Believe it or not, I just got a call from the school department. This woman wants me to come in for an interview for volunteer work. She says she’s not in need of an interpreter but would like to discuss the possibility of me doing something else. That’d be great. It’ll keep me busy. I hope. I hope it’s full-time. I’m going crazy just sitting here every day going nowhere but to doctors and doing errands.

I spoke to Mary C also. She was watching a movie on HBO and says her son William is sick and she just brought him home from the doctor’s.

She said she may take a drive over later. Yeah, sure. She damn well better plan on giving me back my black sweatpants she took the last time I saw her. Either way, she is going to return them and never again will she be allowed to borrow one single thing.

I think now I’m gonna take a walk to the store. I’m dying for some soda.

Later...

I took a bath and shaved, then I ran to the store for some soda and a hamburger.

In a little more than a half-hour from now, I’m gonna start walking over to Ridgewood Terrace for the crotch doctor which I dread. Another male touching my body. It’s so painful, too.

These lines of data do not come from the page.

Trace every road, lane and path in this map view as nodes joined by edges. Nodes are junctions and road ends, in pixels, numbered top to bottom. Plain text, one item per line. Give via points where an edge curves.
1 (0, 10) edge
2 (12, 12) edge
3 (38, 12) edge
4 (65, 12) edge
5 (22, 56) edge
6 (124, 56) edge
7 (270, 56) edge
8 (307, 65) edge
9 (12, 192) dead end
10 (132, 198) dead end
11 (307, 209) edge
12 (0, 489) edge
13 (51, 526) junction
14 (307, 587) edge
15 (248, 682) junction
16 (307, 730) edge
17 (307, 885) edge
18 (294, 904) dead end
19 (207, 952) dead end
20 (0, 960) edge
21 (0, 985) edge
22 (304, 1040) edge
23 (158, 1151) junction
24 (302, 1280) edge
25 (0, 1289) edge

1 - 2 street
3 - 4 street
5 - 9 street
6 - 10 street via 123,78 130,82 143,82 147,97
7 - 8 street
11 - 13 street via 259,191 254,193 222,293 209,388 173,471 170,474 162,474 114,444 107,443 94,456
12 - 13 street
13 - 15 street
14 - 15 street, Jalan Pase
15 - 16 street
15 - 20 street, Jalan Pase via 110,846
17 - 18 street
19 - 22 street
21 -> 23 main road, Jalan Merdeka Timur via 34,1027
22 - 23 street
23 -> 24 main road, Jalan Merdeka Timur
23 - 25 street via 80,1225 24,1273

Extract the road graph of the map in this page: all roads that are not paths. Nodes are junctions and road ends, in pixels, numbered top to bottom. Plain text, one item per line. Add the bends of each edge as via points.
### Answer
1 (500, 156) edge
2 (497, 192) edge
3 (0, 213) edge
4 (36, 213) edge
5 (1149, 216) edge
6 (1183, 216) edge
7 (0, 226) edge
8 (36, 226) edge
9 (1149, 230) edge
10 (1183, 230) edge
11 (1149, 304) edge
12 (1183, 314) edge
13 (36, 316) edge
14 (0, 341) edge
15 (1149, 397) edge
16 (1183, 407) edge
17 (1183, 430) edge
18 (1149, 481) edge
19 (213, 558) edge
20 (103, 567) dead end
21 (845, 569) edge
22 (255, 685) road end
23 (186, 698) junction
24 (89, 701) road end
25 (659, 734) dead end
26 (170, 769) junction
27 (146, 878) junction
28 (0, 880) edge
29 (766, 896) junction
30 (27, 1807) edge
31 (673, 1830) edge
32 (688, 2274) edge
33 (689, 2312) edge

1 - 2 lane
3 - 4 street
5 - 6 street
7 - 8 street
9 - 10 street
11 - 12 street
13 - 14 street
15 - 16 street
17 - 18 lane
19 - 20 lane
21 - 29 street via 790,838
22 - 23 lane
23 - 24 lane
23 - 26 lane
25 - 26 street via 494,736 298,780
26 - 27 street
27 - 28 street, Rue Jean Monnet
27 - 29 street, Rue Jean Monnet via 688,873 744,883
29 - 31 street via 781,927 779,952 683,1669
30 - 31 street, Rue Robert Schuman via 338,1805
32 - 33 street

The mailman just came, but not with Gloria’s records I ordered, so I sent them back.

Some stupid Puerto Rican is outside honking its horn as usual. I’m so sick of this neighborhood. After growing up in beautiful areas, I miss it, and it’s time to move. That is for sure. When I move I won’t have to worry about leaving my doors open or anything. I highly doubt I will associate with Nervous when I move. I won’t need him and it wouldn’t be the greatest idea for him or for me. He’ll always be lonely with no woman and no friends and when I move, or possibly before, maybe he’ll realize why. He’s such a sad case. Que lastima.

Later...

I am at the doctor’s office now and the secretary seems kind and reassuring but I still hate to go through this shit.

It’s almost 3:00 but the doctor is running late as usual. Aren’t all doctors always late?

Mrs. Witherspoon from the 4th floor drove me here. I called for a taxi but it never came and the dispatcher couldn’t page Linda.

Later...

Well, the exam went ok and yes, as usual, I do have a yeast infection.

The dispatcher could never page Linda the gay driver so I got a different driver to go home. It cost me $2.

It seemed so dark all day. Even at 2:00. It’s not even 5:00 and it’s already just about pitch dark.

I hope Elizabeth will be willing to meet me at Montpelier St. tomorrow night a little earlier when she brings to me those envelopes she wants me to stuff. She’ll never be able to see me nor I see her if it’s too dark.

I hope Nervous calls soon. I do want to go to Food Mart. Never would I ask him to take me anywhere during the daytime. That’s when he’s always in his fucked-up mood and is so agitated and acts and talks like a two-year-old. I wonder why the daytime makes him more nervous. Several mornings ago he was extremely wound up but I’m quite sure that was cuz Fran had spent the night which he’s been dying to do. The first question out of his mouth when he called was, “Is monkey brain still there?”

I wouldn’t put it past him to come down to Norwich and say, “My car broke down. Can I stay the night?”

He’ll never get to stay the night, and if he comes to see me against my wishes I’ll kick his ass.